**Collection entries**
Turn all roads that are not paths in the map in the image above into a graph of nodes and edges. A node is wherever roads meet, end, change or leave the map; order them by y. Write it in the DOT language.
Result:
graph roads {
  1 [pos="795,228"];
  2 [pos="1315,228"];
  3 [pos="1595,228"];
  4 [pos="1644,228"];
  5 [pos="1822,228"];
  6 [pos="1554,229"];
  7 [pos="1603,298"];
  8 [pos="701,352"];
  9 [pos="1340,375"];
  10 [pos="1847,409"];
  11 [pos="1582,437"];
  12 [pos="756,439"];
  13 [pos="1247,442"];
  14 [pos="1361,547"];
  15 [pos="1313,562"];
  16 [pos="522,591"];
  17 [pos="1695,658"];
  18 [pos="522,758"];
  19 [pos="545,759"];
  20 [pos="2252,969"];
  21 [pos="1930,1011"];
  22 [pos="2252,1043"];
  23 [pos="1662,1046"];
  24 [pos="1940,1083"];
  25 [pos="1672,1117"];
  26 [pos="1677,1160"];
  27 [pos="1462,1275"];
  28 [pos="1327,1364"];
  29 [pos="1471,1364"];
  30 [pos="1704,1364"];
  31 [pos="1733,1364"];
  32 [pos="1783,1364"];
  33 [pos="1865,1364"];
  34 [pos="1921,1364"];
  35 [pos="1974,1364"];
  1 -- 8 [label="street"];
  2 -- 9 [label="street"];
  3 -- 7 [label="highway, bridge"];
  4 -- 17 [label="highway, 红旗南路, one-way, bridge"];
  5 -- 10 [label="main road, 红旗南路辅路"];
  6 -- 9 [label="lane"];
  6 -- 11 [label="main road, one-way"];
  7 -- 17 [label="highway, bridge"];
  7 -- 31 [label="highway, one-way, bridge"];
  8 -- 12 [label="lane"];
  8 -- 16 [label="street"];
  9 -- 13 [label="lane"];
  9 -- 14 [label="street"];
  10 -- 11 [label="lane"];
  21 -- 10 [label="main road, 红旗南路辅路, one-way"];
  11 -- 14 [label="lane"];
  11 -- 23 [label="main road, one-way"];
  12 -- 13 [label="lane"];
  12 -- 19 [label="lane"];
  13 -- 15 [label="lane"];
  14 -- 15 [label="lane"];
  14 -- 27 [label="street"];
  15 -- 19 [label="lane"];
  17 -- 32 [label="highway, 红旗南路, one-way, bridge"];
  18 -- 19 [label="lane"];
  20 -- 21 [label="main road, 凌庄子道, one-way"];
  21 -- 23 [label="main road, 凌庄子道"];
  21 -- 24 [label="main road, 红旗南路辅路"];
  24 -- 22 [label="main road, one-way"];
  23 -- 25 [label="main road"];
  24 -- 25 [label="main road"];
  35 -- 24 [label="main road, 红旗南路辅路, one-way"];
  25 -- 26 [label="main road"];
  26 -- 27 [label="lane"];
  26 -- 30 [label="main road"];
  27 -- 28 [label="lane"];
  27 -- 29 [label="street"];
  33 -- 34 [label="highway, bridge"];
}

**PROBLEM TO WORK ON**
The data should be written out again in full, exactly as it stands.

**ANSWER FOR THIS EXERCISE**
Turn all roads that are not paths in the map in the image above into a graph of nodes and edges. A node is wherever roads meet, end, change or leave the map; order them by y. Write it in the DOT language.
Result:
graph roads {
  1 [pos="795,228"];
  2 [pos="1315,228"];
  3 [pos="1595,228"];
  4 [pos="1644,228"];
  5 [pos="1822,228"];
  6 [pos="1554,229"];
  7 [pos="1603,298"];
  8 [pos="701,352"];
  9 [pos="1340,375"];
  10 [pos="1847,409"];
  11 [pos="1582,437"];
  12 [pos="756,439"];
  13 [pos="1247,442"];
  14 [pos="1361,547"];
  15 [pos="1313,562"];
  16 [pos="522,591"];
  17 [pos="1695,658"];
  18 [pos="522,758"];
  19 [pos="545,759"];
  20 [pos="2252,969"];
  21 [pos="1930,1011"];
  22 [pos="2252,1043"];
  23 [pos="1662,1046"];
  24 [pos="1940,1083"];
  25 [pos="1672,1117"];
  26 [pos="1677,1160"];
  27 [pos="1462,1275"];
  28 [pos="1327,1364"];
  29 [pos="1471,1364"];
  30 [pos="1704,1364"];
  31 [pos="1733,1364"];
  32 [pos="1783,1364"];
  33 [pos="1865,1364"];
  34 [pos="1921,1364"];
  35 [pos="1974,1364"];
  1 -- 8 [label="street"];
  2 -- 9 [label="street"];
  3 -- 7 [label="highway, bridge"];
  4 -- 17 [label="highway, 红旗南路, one-way, bridge"];
  5 -- 10 [label="main road, 红旗南路辅路"];
  6 -- 9 [label="lane"];
  6 -- 11 [label="main road, one-way"];
  7 -- 17 [label="highway, bridge"];
  7 -- 31 [label="highway, one-way, bridge"];
  8 -- 12 [label="lane"];
  8 -- 16 [label="street"];
  9 -- 13 [label="lane"];
  9 -- 14 [label="street"];
  10 -- 11 [label="lane"];
  21 -- 10 [label="main road, 红旗南路辅路, one-way"];
  11 -- 14 [label="lane"];
  11 -- 23 [label="main road, one-way"];
  12 -- 13 [label="lane"];
  12 -- 19 [label="lane"];
  13 -- 15 [label="lane"];
  14 -- 15 [label="lane"];
  14 -- 27 [label="street"];
  15 -- 19 [label="lane"];
  17 -- 32 [label="highway, 红旗南路, one-way, bridge"];
  18 -- 19 [label="lane"];
  20 -- 21 [label="main road, 凌庄子道, one-way"];
  21 -- 23 [label="main road, 凌庄子道"];
  21 -- 24 [label="main road, 红旗南路辅路"];
  24 -- 22 [label="main road, one-way"];
  23 -- 25 [label="main road"];
  24 -- 25 [label="main road"];
  35 -- 24 [label="main road, 红旗南路辅路, one-way"];
  25 -- 26 [label="main road"];
  26 -- 27 [label="lane"];
  26 -- 30 [label="main road"];
  27 -- 28 [label="lane"];
  27 -- 29 [label="street"];
  33 -- 34 [label="highway, bridge"];
}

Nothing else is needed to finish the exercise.